Tiger Woods hopes to play PGA TOUR again
Woods spoke with Golf Digest ahead of hosting this week's Hero World Challenge
November 29, 2021
By Ben Everill , PGATOUR.COM
- November 29, 2021
- Tiger Woods is the tournament host of the Hero World Challenge. (Ezra Shaw/Getty Images)
Tiger Woods has revealed he hopes to play on the PGA TOUR again, albeit on a limited basis.
Woods spoke to Golf Digest in a video interview released Monday, shedding light on his future for the first time since he suffered extensive damage to his leg in a single-car accident last February.
The video came out a day prior to his first scheduled press conference with wider media, which will be held at 9 a.m. Eastern at Albany Golf Course in The Bahamas, where Woods is hosting his Hero World Challenge.

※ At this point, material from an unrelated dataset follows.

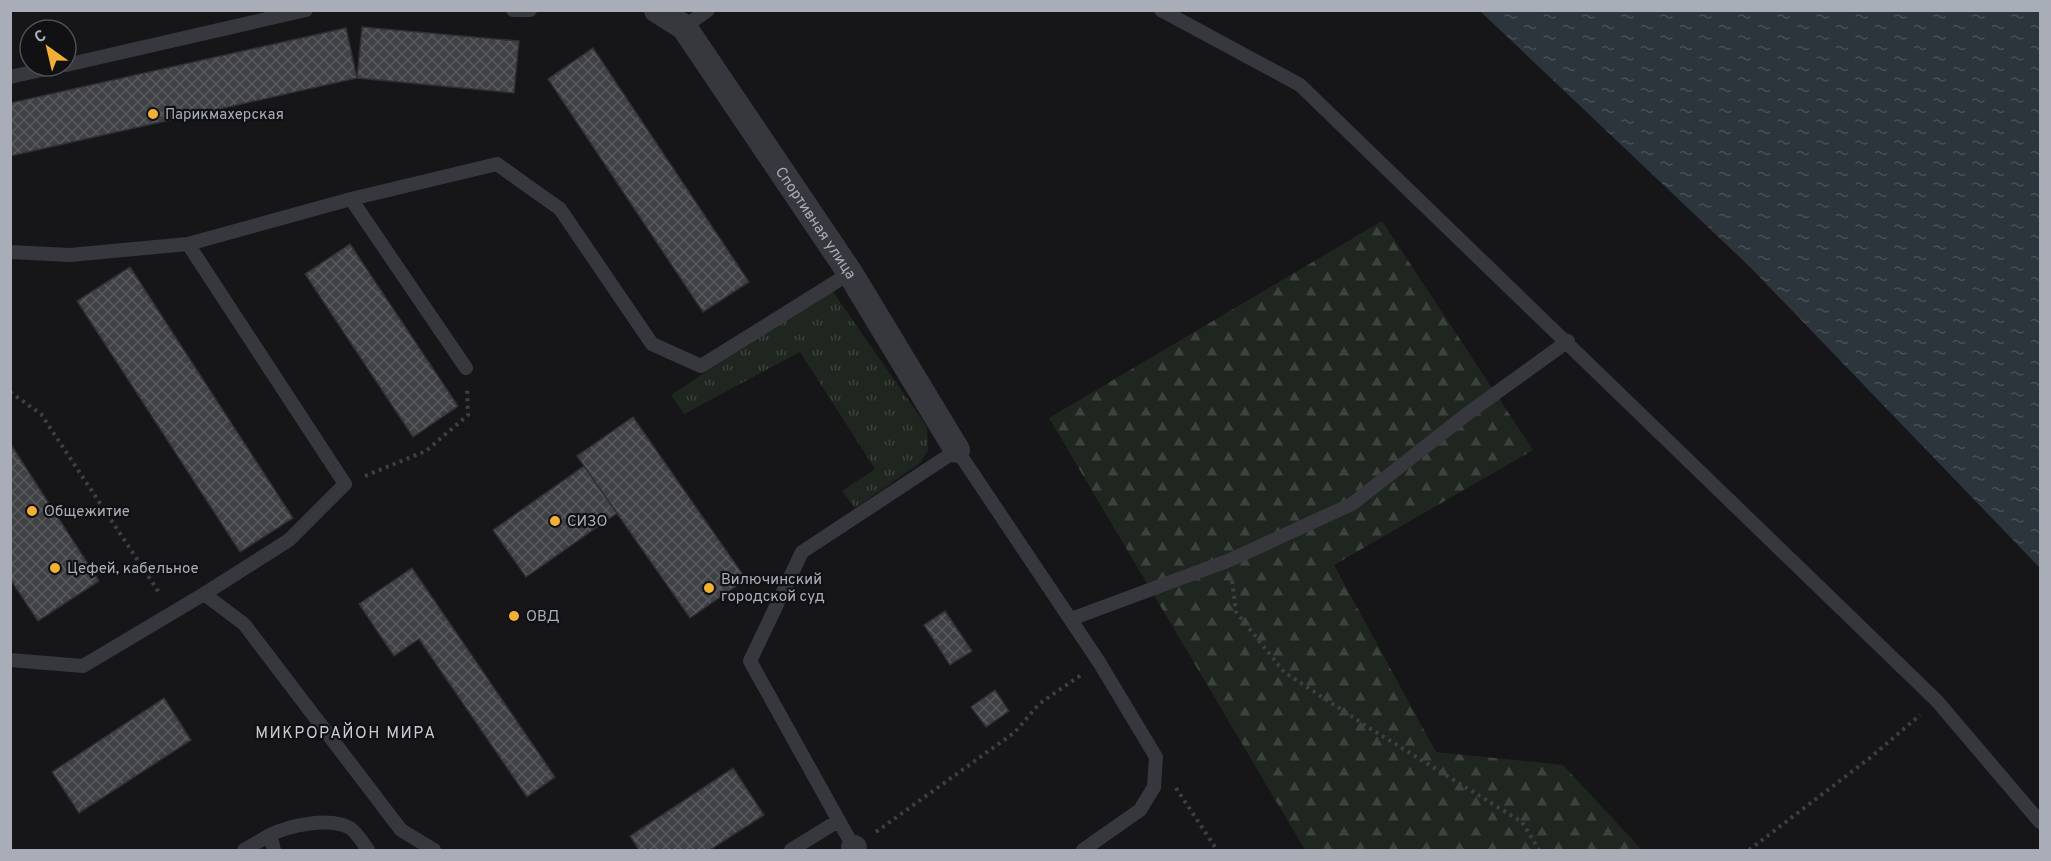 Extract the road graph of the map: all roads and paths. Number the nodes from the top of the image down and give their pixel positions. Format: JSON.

The accident in Los Angeles on Feb. 23 saw Woods suffer comminuted open fractures to the tibia and fibula in his right leg and damage to his ankle, leaving his playing future in doubt. The 82-time PGA TOUR winner revealed amputation was a distinct possibility in the early days of recovery.
“I think something that is realistic is playing the TOUR one day -- never full time, ever again -- but pick and choose, just like Mr. (Ben) Hogan did. Pick and choose a few events a year and you play around that,” Woods told Golf Digest.
“You practice around that, and you gear yourself up for that. I think that’s how I’m going to have to play it from now on. It’s an unfortunate reality, but it’s my reality. And I understand it, and I accept it. … There was a point in time when, I wouldn’t say it was 50/50, but it was damn near there if I was going to walk out of that hospital with one leg.”
Woods has made numerous comebacks from injuries before. He broke his leg and tore his ACL in 2008 and has had multiple back surgeries, including a fusion. But he turns 46 in December and has switched the focus of his life to his children and his health.
“I don’t have to compete and play against the best players in the world to have a great life,” Woods said. “After my back fusion, I had to climb Mt. Everest one more time. I had to do it, and I did. This time around, I don’t think I’ll have the body to climb Mt. Everest and that’s OK.
“I can still participate in the game of golf. I can still, if my leg gets OK, I can still click off a tournament here or there. But as far as climbing the mountain again and getting all the way to the top, I don’t think that’s a realistic expectation of me.”
Woods set the golf world alight on Nov. 21 with a quick three-second video post of his swing with the caption “Making progress." It led to speculation he might be trying to get fit for the PNC Championship on Dec. 16-19 in Orlando, where major champions team up with a member of their family in a team format.
Tiger and his son Charlie competed in the event in 2020 for the first time and finished seventh. It was the last event Woods played before the accident as he underwent back surgery soon after.
The video interview shows Woods walking unimpaired, but the 15-time major winner played down that chance by suggesting his rehabilitation still poses a long and lengthy road.
“I have so far to go. ... I’m not even at the halfway point,” he said. “I have so much more muscle development and nerve development that I have to do in my leg. … I’m able to walk on my own now but I still struggle going up or down. The next progression is can you walk without a hitch in your giddy up… well that's going to take time.
“I am able to chip and putt and do other things, swing clubs, but there's no endurance. Because I haven't built it up yet especially golf endurance. I haven't done it enough, so I get tired. When that leg, my right leg gets tired, it's time to shut it down.”
With the five previous back surgeries also affecting his progress, Woods is still grinding.
“As the leg gets stronger, sometimes the back may act up. ... It’s a tough road,” he added. “But I’m just happy to be able to go out there and watch Charlie play or go in the backyard and have an hour or two by myself with no one talking, no music, no nothing. I just hear the birds chirping. That part I’ve sorely missed.”
Woods says 12-year-old Charlie’s progression in the sport was a motivator during his recovery and he’s enjoyed being a mentor. While he couldn’t join him in a full playing capacity, he did take the opportunity to impart some of the mental tips that have been imperative in his success.
“I went to golf tournaments to watch him play, and I’m looking at some of these scores he’s shooting and I said, How the hell are you shooting such high scores? I gotta go check this out,” Woods said.
“So I’d watch him play and he’s going along great, he has one bad hole, he loses his temper, his temper carries him over to another shot and another shot and it compounds itself. I said, ‘Son, I don’t care how mad you get. Your head could blow off for all I care just as long as you’re 100% committed to the next shot. That’s all that matters. That next shot should be the most important shot in your life. It should be more important than breathing. Once you understand that concept, then I think you’ll get better. And as the rounds went on throughout the summer, he’s gotten so much better.”